Sotheby’s sale – Alexander Hamilton: An Important Family Archive of Letters and Manuscripts exceeded expectations by generating $2.6 million as the auction house capitalized on the historical figure’s surging popularity. All 77 lots: manuscripts, personal letters and other documents from founding father were sold, exceeding the $1.4 million to $2.1 million estimate. Fans of the musical, historians, political-science enthusiasts and collectors were eager to get their hands on the collection of documents made available by Hamilton’s descendants. The items came from a family collection passed down since the 18th century.
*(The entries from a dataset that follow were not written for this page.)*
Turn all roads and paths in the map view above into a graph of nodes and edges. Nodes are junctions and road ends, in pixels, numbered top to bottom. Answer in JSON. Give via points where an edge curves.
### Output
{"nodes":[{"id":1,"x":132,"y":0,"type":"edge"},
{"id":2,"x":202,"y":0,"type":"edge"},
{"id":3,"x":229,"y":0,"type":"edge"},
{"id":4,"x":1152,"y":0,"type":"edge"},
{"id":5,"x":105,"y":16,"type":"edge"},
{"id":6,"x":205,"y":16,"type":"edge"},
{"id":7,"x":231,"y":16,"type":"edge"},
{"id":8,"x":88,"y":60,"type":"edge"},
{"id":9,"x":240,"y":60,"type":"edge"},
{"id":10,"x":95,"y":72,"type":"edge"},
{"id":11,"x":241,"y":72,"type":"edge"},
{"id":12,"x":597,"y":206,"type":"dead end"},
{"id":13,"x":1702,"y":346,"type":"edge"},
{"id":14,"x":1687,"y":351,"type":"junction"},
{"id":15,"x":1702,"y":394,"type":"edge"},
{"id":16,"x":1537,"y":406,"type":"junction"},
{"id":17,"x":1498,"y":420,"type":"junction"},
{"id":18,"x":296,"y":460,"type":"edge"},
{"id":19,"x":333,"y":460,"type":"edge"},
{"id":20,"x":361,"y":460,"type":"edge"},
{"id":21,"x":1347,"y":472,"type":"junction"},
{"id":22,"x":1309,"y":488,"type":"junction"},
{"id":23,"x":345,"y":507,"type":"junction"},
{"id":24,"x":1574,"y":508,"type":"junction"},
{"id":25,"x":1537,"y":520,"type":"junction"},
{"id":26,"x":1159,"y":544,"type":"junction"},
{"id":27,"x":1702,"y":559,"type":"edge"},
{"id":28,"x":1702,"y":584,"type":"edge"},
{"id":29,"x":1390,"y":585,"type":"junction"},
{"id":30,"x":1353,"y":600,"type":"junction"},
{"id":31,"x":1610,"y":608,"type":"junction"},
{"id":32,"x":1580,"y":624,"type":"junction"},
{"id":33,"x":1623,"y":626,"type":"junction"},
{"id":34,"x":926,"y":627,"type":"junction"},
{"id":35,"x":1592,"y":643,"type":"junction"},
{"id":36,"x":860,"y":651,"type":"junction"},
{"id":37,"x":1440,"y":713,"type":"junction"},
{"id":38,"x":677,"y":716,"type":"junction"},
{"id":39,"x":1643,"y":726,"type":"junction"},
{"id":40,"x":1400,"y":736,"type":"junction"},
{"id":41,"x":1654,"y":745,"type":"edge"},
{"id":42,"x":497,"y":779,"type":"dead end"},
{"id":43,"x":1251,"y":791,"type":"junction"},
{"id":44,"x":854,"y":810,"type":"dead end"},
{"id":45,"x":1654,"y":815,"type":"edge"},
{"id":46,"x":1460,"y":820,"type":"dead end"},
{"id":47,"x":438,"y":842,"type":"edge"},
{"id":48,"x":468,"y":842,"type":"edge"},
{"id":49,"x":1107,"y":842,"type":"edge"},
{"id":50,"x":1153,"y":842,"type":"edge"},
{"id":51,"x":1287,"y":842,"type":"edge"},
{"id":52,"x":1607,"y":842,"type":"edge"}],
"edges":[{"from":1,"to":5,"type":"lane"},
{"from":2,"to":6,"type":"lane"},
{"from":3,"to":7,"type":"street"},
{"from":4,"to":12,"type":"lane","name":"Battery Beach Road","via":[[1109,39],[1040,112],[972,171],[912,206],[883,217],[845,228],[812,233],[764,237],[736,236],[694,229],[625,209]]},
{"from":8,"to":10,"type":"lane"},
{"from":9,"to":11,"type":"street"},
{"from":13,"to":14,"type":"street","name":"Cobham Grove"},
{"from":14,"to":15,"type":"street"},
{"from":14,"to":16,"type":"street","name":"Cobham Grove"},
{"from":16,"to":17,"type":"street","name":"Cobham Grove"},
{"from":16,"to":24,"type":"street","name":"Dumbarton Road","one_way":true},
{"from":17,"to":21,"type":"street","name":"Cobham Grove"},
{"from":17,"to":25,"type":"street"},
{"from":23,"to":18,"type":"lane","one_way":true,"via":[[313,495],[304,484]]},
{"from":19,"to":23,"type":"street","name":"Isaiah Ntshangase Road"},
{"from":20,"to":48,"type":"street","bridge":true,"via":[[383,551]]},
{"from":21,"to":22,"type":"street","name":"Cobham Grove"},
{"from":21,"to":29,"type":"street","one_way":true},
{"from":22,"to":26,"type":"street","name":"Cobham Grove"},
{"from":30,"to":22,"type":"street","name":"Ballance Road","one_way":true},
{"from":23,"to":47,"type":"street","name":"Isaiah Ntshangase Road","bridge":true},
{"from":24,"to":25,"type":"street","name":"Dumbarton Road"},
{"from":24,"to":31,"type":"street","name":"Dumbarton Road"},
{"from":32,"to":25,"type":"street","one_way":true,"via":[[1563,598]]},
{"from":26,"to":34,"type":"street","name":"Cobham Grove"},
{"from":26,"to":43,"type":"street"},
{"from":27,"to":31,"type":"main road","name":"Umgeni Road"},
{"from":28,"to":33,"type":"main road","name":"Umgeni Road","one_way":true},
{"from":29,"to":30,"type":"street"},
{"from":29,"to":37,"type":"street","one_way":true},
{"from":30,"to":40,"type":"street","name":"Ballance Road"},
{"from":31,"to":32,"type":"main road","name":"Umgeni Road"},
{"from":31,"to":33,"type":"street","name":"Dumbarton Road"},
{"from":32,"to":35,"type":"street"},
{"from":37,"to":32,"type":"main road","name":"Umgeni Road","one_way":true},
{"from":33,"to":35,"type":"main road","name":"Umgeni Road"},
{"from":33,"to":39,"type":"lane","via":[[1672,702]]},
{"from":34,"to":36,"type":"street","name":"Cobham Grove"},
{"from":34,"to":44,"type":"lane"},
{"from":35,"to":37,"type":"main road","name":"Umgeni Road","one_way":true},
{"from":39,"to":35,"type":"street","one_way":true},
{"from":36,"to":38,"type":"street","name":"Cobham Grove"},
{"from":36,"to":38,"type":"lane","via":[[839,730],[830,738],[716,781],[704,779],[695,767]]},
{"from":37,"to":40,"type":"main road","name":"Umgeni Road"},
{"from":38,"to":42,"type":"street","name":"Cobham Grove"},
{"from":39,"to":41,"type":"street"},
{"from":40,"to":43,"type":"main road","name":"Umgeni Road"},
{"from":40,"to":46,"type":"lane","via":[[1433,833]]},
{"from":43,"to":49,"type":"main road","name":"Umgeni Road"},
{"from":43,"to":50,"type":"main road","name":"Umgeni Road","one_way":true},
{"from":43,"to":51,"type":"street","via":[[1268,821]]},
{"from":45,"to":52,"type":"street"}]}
A 1777 document appointing Hamilton as aide-de-camp to General George Washington fetched $212,500 as part of the special auction on Wednesday from the family archives of the first U.S. Secretary of the Treasury, whose life inspired the Tony Award-winning musical “Hamilton.” A few minutes later, the earliest surviving love letter from Hamilton to his future wife Eliza, which began “My dearest girl,” sold for $118,750, surpassing the high estimate of $60,000.
The family archive also included a lock of Hamilton’s hair, which sold for $37,500.
In total, the auction’s sales broke the previous record for any document handwritten by Hamilton, set back in 2001 with $44,650 paid for a single manuscript, according to Sotheby’s.